▶ **Stored data entries**:
──────────

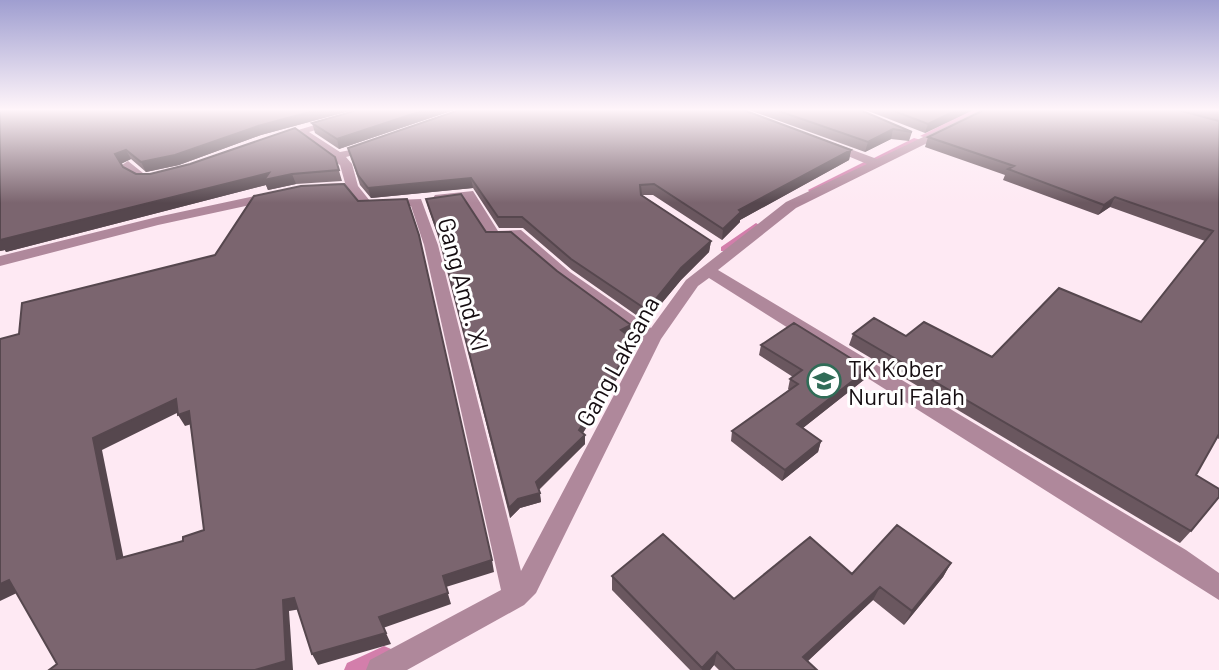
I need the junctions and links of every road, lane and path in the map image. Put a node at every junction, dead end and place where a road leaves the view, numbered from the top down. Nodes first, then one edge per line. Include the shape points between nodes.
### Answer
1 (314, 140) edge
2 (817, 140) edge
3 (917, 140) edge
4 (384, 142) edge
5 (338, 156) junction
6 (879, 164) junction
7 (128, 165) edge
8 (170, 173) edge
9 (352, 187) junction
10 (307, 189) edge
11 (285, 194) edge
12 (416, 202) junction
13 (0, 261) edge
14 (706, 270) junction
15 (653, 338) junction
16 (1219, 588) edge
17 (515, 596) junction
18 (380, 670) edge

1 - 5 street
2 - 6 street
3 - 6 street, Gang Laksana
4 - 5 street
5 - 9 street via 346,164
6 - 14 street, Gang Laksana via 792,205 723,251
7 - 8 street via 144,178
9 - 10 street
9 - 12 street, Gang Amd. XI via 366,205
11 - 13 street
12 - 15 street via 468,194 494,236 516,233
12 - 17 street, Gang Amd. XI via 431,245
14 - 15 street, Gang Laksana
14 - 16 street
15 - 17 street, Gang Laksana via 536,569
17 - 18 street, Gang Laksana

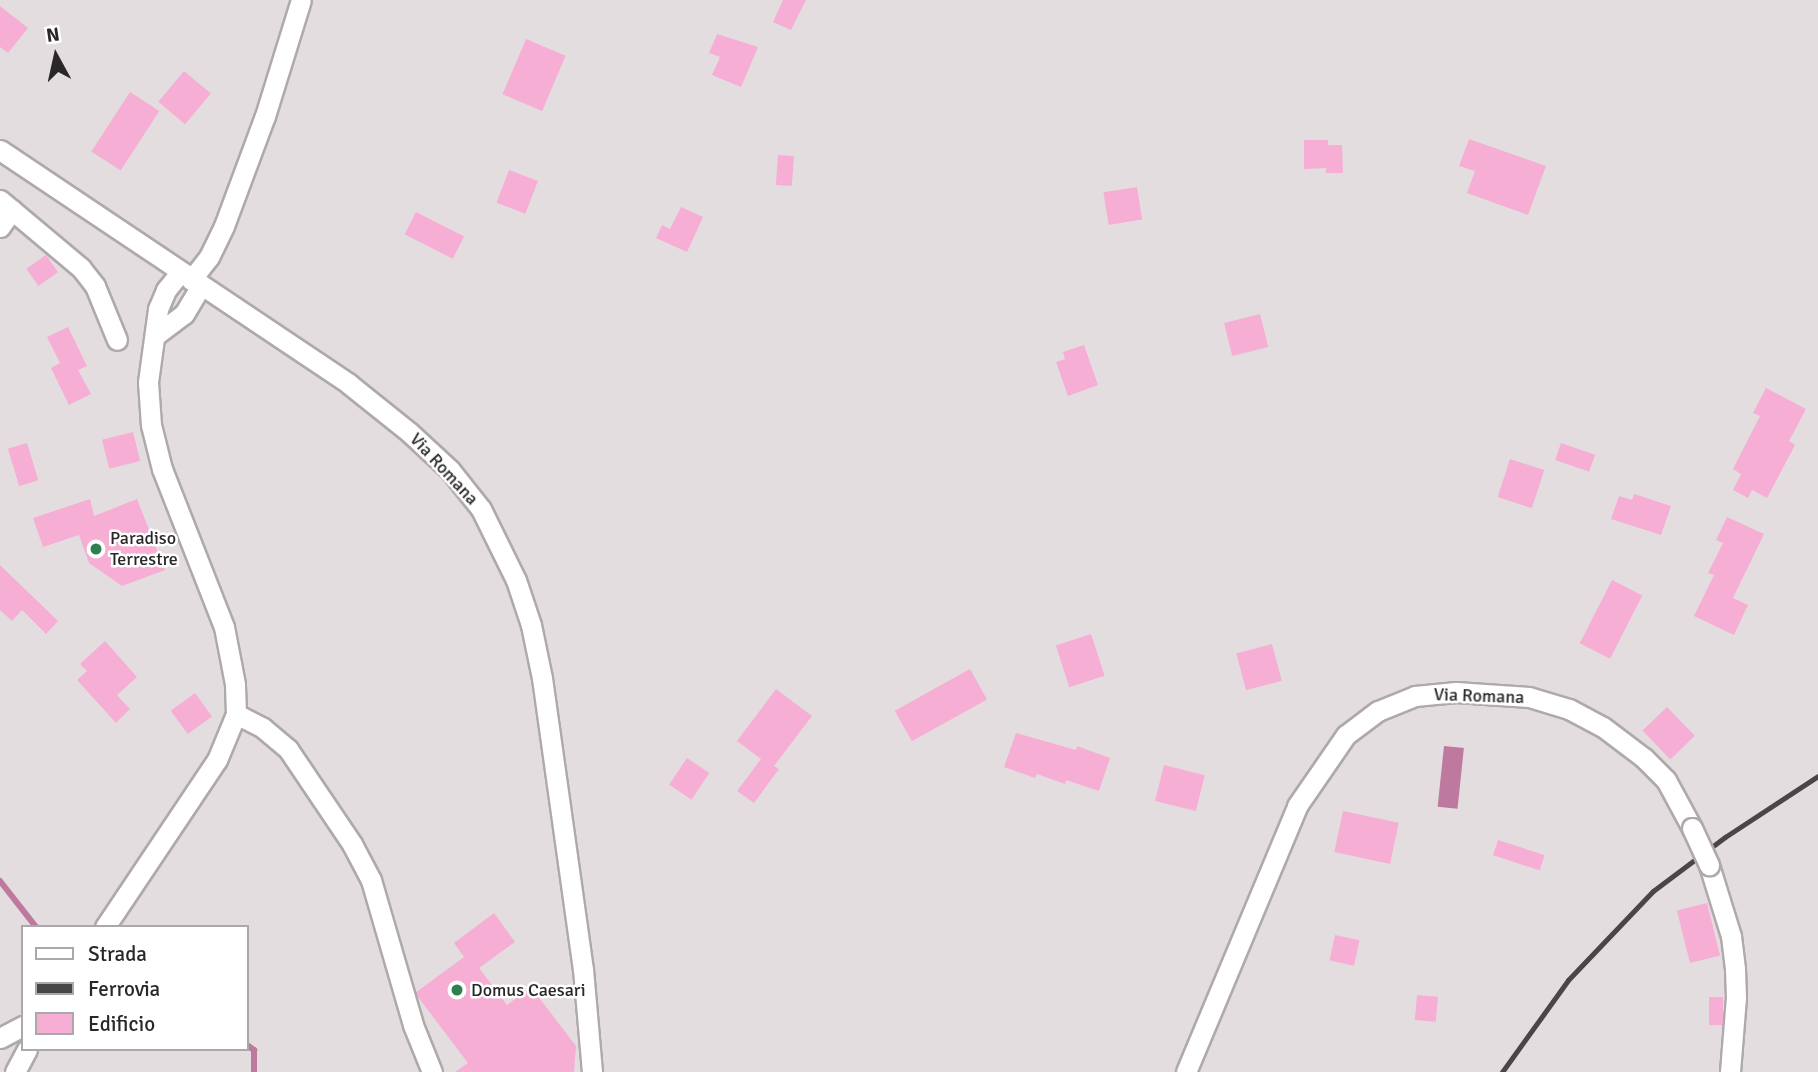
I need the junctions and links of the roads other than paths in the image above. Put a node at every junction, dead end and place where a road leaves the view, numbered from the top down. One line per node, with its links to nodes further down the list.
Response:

──────────

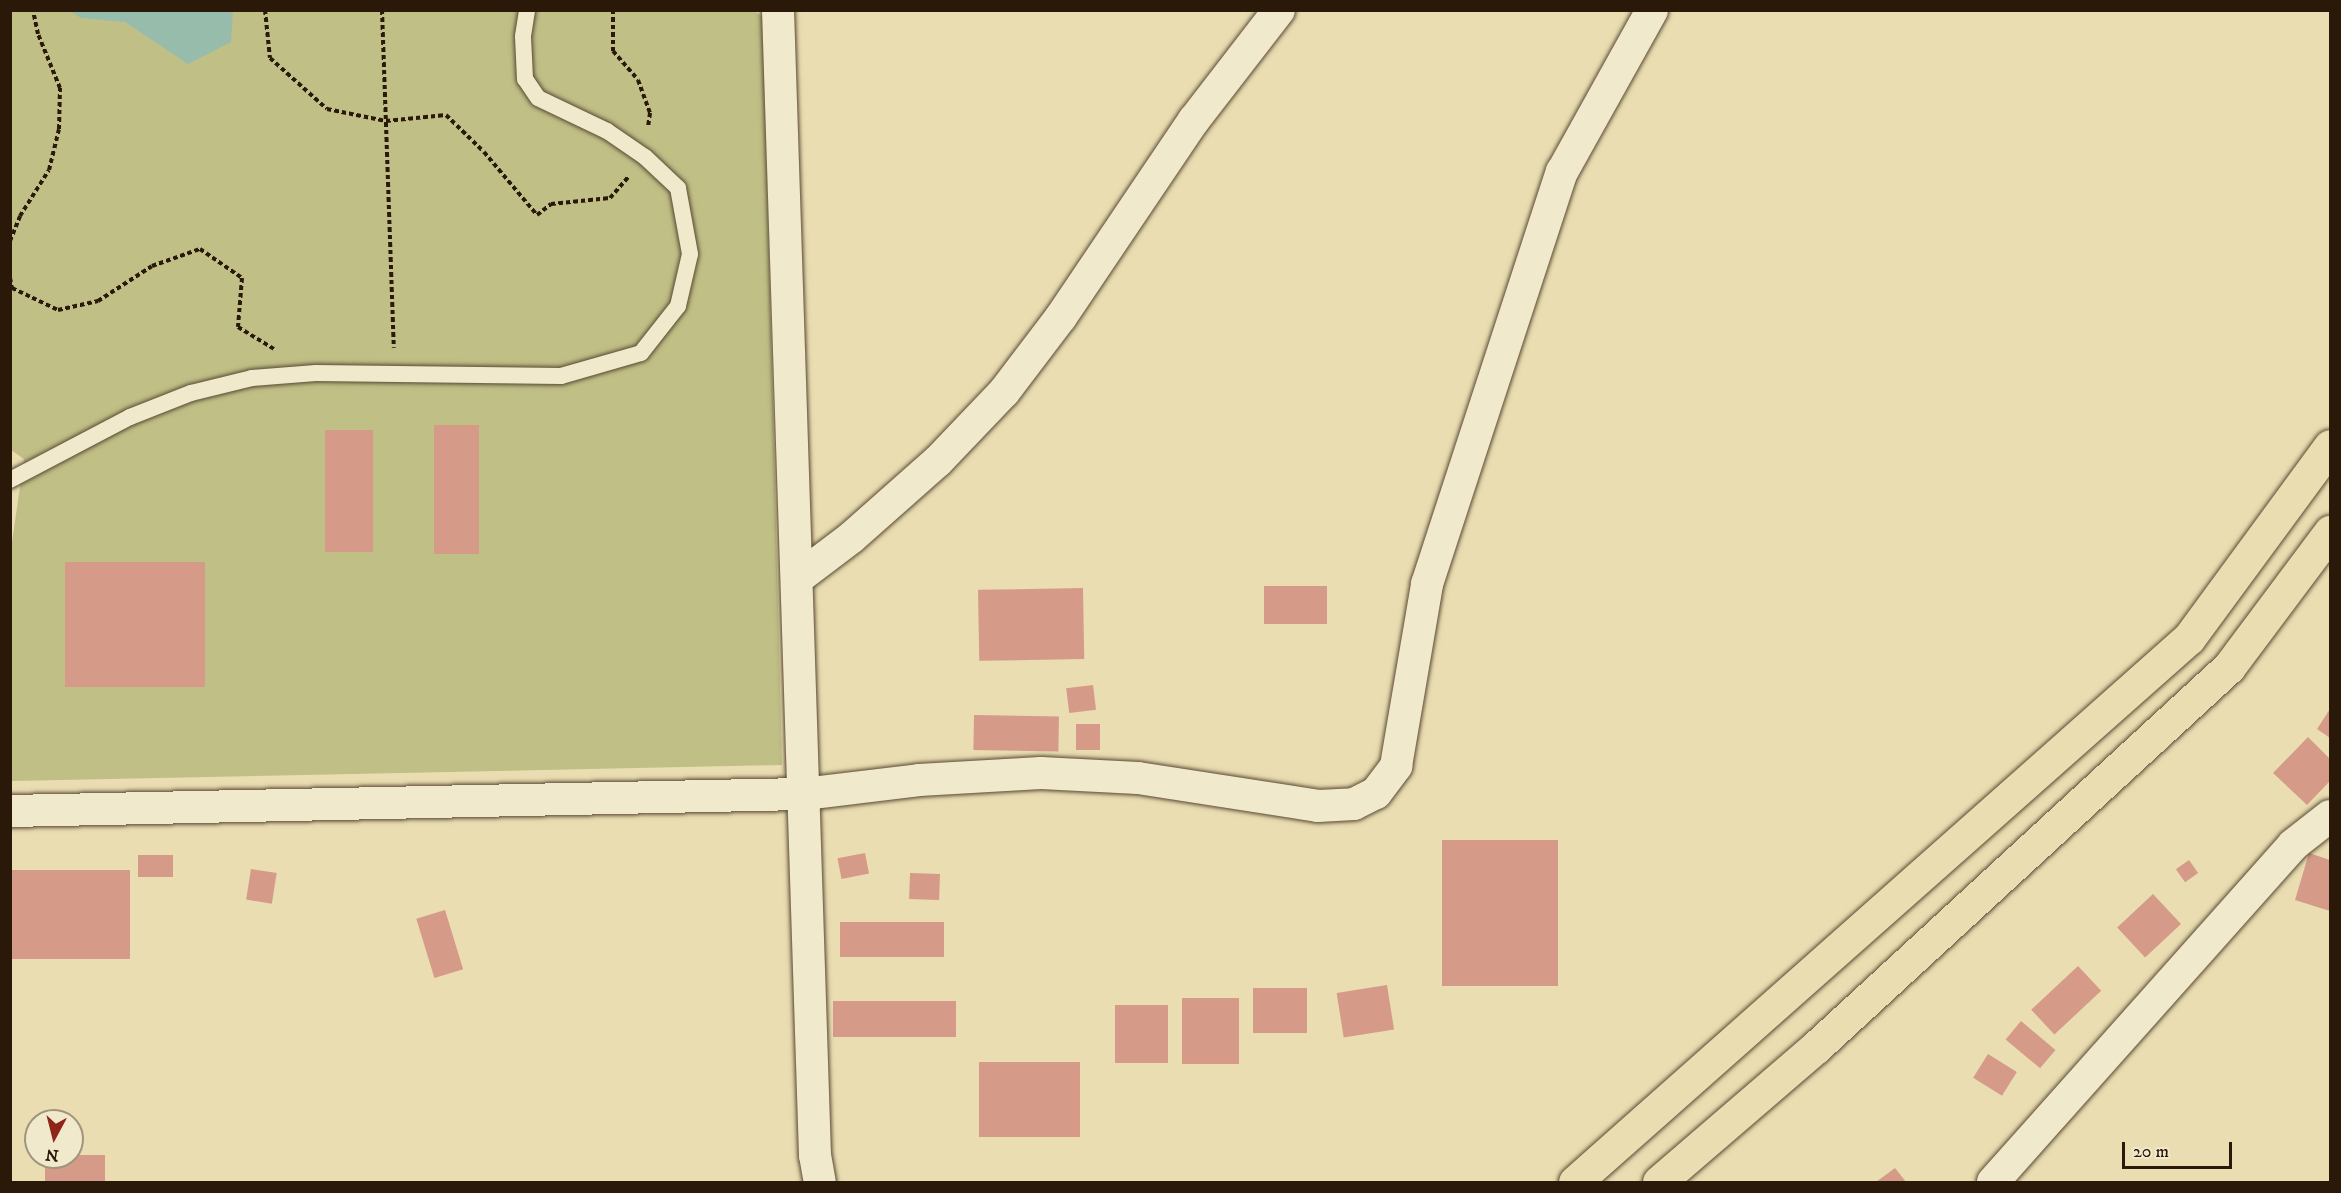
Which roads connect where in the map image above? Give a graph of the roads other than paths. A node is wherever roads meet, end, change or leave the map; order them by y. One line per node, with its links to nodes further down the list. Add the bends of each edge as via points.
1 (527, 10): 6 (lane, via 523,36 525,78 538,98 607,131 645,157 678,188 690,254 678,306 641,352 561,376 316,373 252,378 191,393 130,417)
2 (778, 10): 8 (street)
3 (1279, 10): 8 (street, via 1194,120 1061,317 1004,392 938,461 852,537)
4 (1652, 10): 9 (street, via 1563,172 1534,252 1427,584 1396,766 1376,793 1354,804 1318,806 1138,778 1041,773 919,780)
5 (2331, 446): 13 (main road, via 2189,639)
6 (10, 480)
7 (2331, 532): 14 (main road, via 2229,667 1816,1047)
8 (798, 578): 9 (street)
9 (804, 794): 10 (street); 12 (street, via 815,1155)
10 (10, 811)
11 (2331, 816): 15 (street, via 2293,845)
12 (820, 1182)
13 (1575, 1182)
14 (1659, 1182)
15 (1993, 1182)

──────────

▶ **Instructions to follow**:
Search the records for the word "from" and return every line that holds it.

▶ **Answer section**:
I need the junctions and links of every road, lane and path in the map image. Put a node at every junction, dead end and place where a road leaves the view, numbered from the top down. Nodes first, then one edge per line. Include the shape points between nodes.
I need the junctions and links of the roads other than paths in the image above. Put a node at every junction, dead end and place where a road leaves the view, numbered from the top down. One line per node, with its links to nodes further down the list.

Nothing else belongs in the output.